Politico has a lengthy section on oil prices, with industry participants and observers from T. Boone Pickens to Bill McKibben weighing in. Some expect the low prices to be short-lived, while others see falling prices as a trend that will continue. They also comment on what the low prices mean for alternative energy sources and investment in improved efficiencies.
Bill Richardson, former secretary of energy and governor of New Mexico, notes that the demand side of the market has softened and will likely soften further. Increasing efficiency and the switch to alternative energy sources, he writes, could signal enduring changes in the oil markets.
However, Kate Gordon, vice president and director of the Energy & Climate Program at Next Generation, sees price swings as inevitable, and she advocates for an achievable bipartisan goal of getting consumers off oil and into cleaner and cheaper technologies.
Hal Harvey, CEO of Energy Innovation: Policy and Technology LLC, calls for us to “accelerate the nascent reinvention of the auto—and of trucks.” He continues, “Read the car journals today, and you will be amazed at the new engines, drivetrains, electronics, aerodynamics, light-weighting, and even tires that can keep us free of petro-ransom.”
In contrast, Gal Luft, co-director of the Institute for the Analysis of Global Security and senior adviser to the U.S. Energy Security Council, writes “…oil faces no competition in the sector that matters most to the global economy: transportation.”

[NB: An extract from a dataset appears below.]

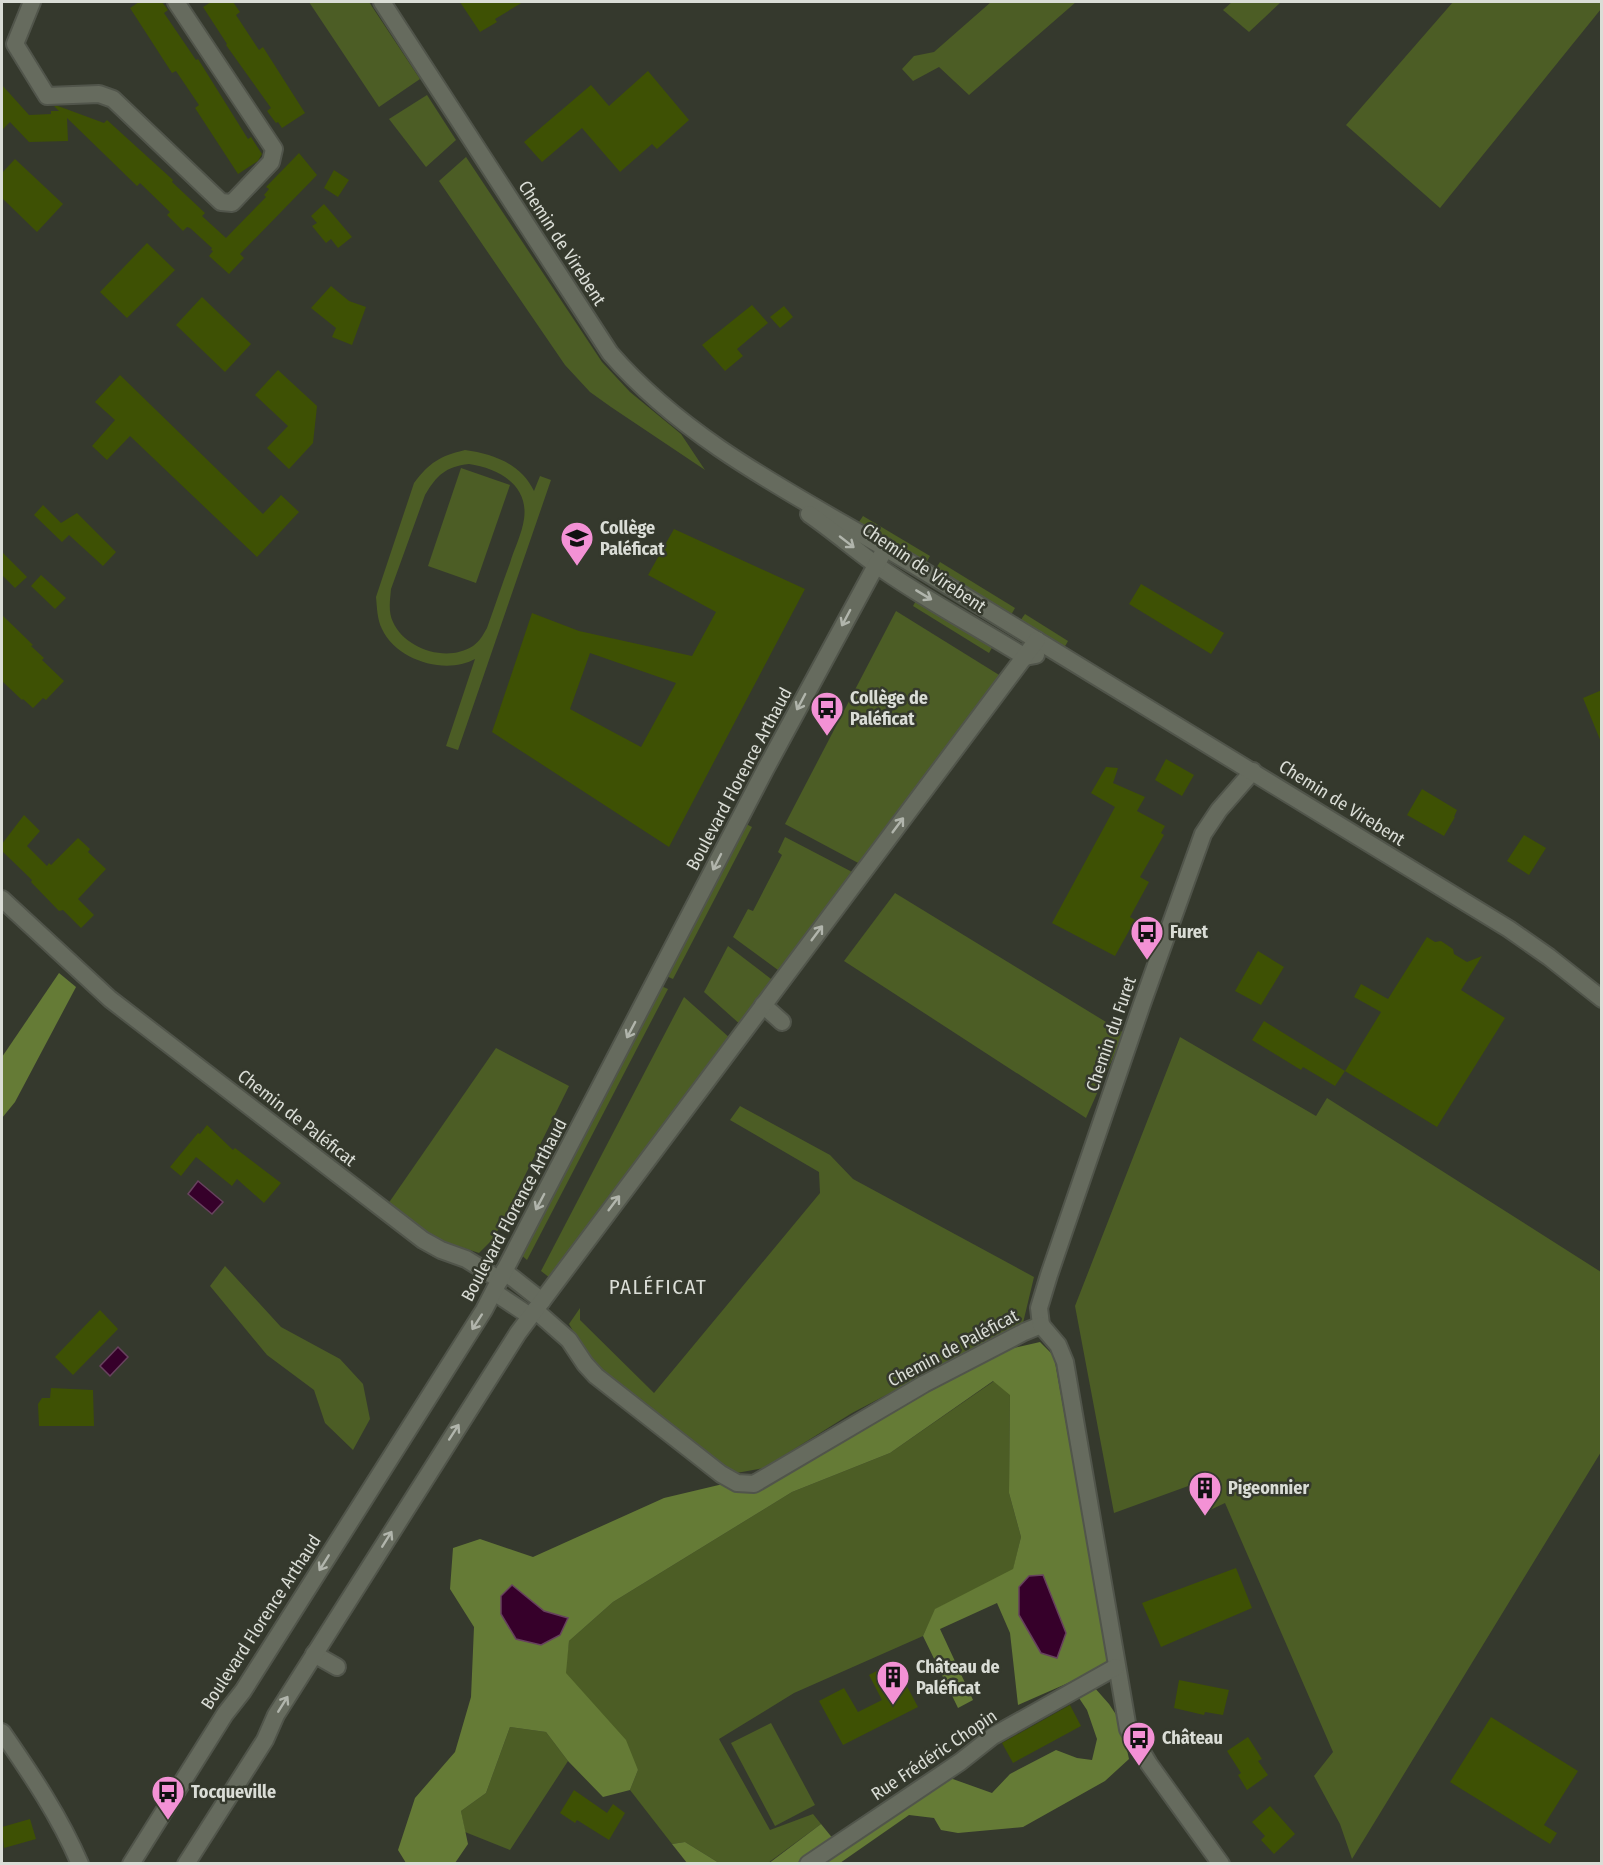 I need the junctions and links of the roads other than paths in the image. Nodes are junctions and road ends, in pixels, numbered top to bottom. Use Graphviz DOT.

Terry Lynn Karl, the Gildred professor of political science and Latin American studies at Stanford University, cautions, “Cheaper oil also weakens incentives to find alternatives to fossil fuels and dangerously pushes efforts to stop climate change into the future.” Frances Beinecke, president of the Natural Resources Defense Council, warns that oil dependence holds us hostage to price spikes we can neither predict nor control and notes that the permanent fix to oil price shocks is to invest in efficiency and diversify energy supplies.

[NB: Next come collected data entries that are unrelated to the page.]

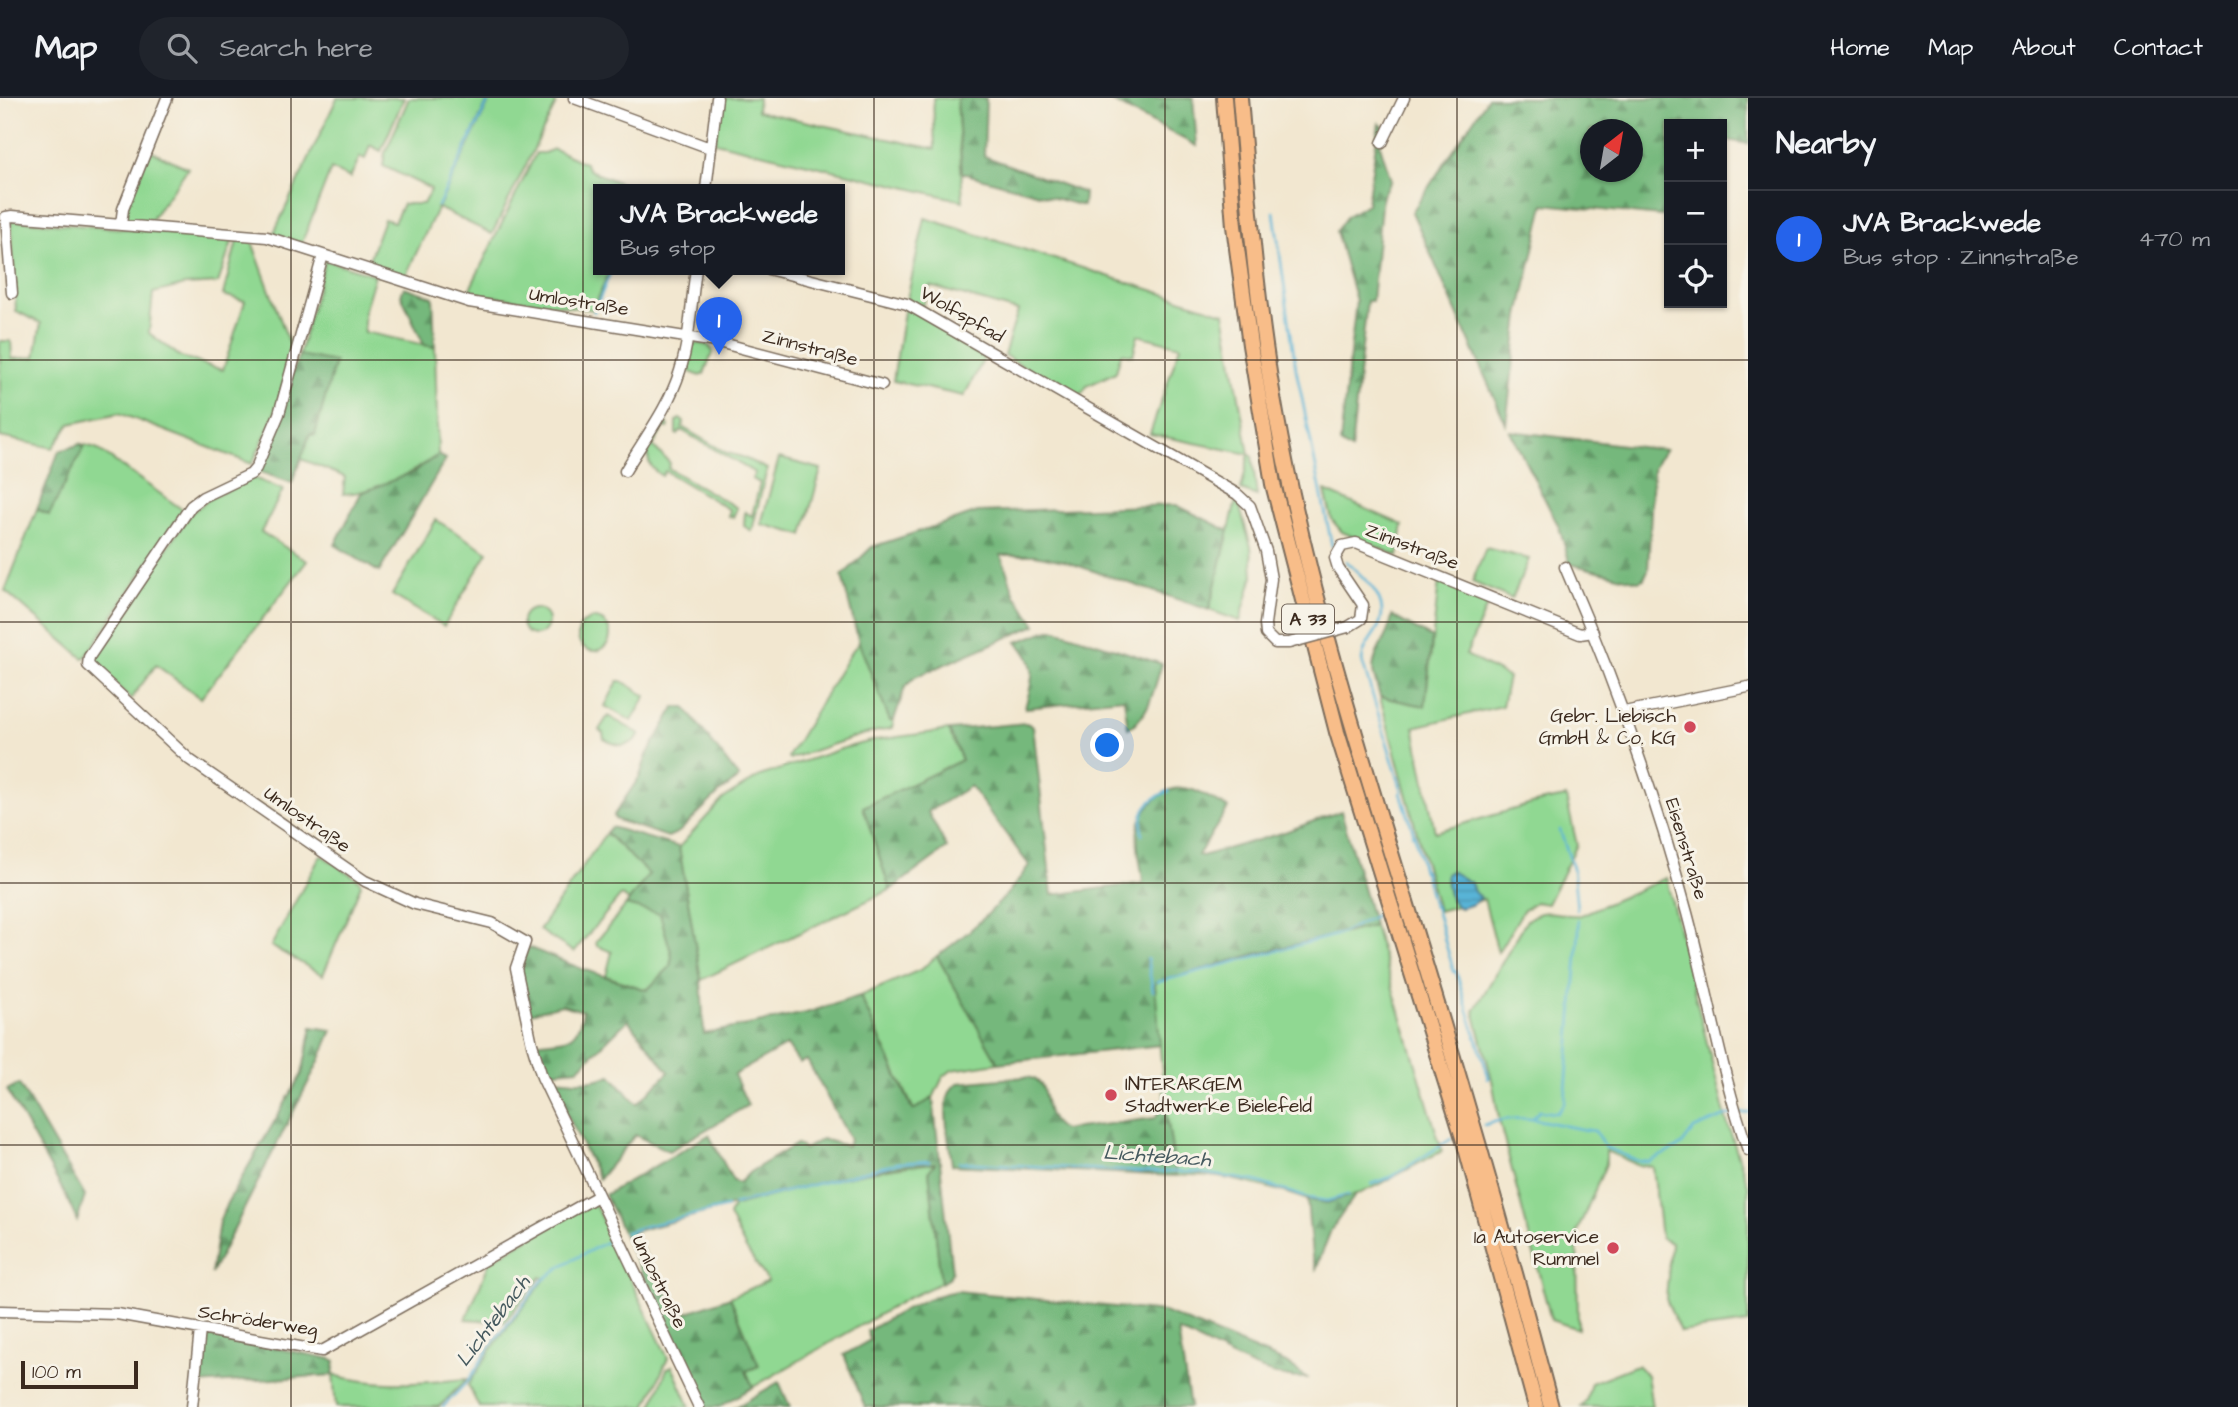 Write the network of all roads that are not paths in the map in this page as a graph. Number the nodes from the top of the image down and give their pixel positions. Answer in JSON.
{"nodes":[{"id":1,"x":167,"y":98,"type":"edge"},
{"id":2,"x":574,"y":98,"type":"edge"},
{"id":3,"x":717,"y":98,"type":"edge"},
{"id":4,"x":1224,"y":98,"type":"edge"},
{"id":5,"x":1240,"y":98,"type":"edge"},
{"id":6,"x":1404,"y":98,"type":"edge"},
{"id":7,"x":1382,"y":143,"type":"dead end"},
{"id":8,"x":710,"y":148,"type":"junction"},
{"id":9,"x":706,"y":184,"type":"edge"},
{"id":10,"x":121,"y":224,"type":"junction"},
{"id":11,"x":323,"y":255,"type":"junction"},
{"id":12,"x":695,"y":275,"type":"edge"},
{"id":13,"x":792,"y":275,"type":"edge"},
{"id":14,"x":12,"y":293,"type":"dead end"},
{"id":15,"x":687,"y":337,"type":"junction"},
{"id":16,"x":882,"y":385,"type":"dead end"},
{"id":17,"x":1124,"y":429,"type":"joint"},
{"id":18,"x":625,"y":471,"type":"dead end"},
{"id":19,"x":1564,"y":568,"type":"dead end"},
{"id":20,"x":1593,"y":632,"type":"junction"},
{"id":21,"x":1748,"y":687,"type":"edge"},
{"id":22,"x":1624,"y":712,"type":"junction"},
{"id":23,"x":1466,"y":1122,"type":"junction"},
{"id":24,"x":1471,"y":1139,"type":"junction"},
{"id":25,"x":1748,"y":1150,"type":"edge"},
{"id":26,"x":598,"y":1196,"type":"junction"},
{"id":27,"x":0,"y":1311,"type":"edge"},
{"id":28,"x":200,"y":1329,"type":"junction"},
{"id":29,"x":192,"y":1407,"type":"edge"},
{"id":30,"x":699,"y":1407,"type":"edge"},
{"id":31,"x":1536,"y":1407,"type":"edge"},
{"id":32,"x":1551,"y":1407,"type":"edge"}],
"edges":[{"from":1,"to":10,"type":"street"},
{"from":2,"to":8,"type":"street"},
{"from":3,"to":8,"type":"street"},
{"from":4,"to":23,"type":"highway","number":"A 33"},
{"from":5,"to":23,"type":"highway","number":"A 33"},
{"from":6,"to":7,"type":"street"},
{"from":8,"to":9,"type":"street"},
{"from":10,"to":11,"type":"street","name":"Umlostraße"},
{"from":10,"to":14,"type":"street","name":"Umlostraße"},
{"from":11,"to":15,"type":"street","name":"Umlostraße"},
{"from":11,"to":26,"type":"street","name":"Umlostraße"},
{"from":12,"to":15,"type":"street"},
{"from":13,"to":17,"type":"street","name":"Wolfspfad"},
{"from":15,"to":16,"type":"street","name":"Zinnstraße"},
{"from":15,"to":18,"type":"street"},
{"from":17,"to":20,"type":"street","name":"Zinnstraße","bridge":true},
{"from":19,"to":20,"type":"street","name":"Eisenstraße"},
{"from":20,"to":22,"type":"street","name":"Eisenstraße"},
{"from":21,"to":22,"type":"street"},
{"from":22,"to":25,"type":"street","name":"Eisenstraße"},
{"from":23,"to":24,"type":"highway","number":"A 33"},
{"from":24,"to":31,"type":"highway","number":"A 33"},
{"from":24,"to":32,"type":"highway","number":"A 33"},
{"from":26,"to":28,"type":"street","name":"Schröderweg"},
{"from":26,"to":30,"type":"street","name":"Umlostraße"},
{"from":27,"to":28,"type":"street","name":"Schröderweg"},
{"from":28,"to":29,"type":"street"}]}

For his part, T. Boone Pickens, founder and chair of BP Capital, writes, “The key for America is that we shouldn’t let ourselves get distracted by falling oil prices when there is much more at stake. For decades, our dependence on OPEC oil has dictated our national security decisions and tied us up in the Middle East at an incredible price. We’ve spent more than $5 trillion and thousands of American soldiers have died securing Middle East oil. That long-term cost doesn’t get factored in to the price at the pump, so it is critical that we not let ourselves lose sight of the problem and continue expanding American energy production.”
And Bill McKibben, cofounder and president of 350.org, takes aim at the Keystone Pipeline: “The State Department—lobbied by TransCanada backers with ties to then-Secretary of State Hillary Clinton—did everything it could to set the lowest possible bar for approving Keystone. But in a world of depressed oil prices, as the pressure on the fossil fuel industry builds, even that favoritism isn’t enough to skew the science or show that Keystone is worth building.”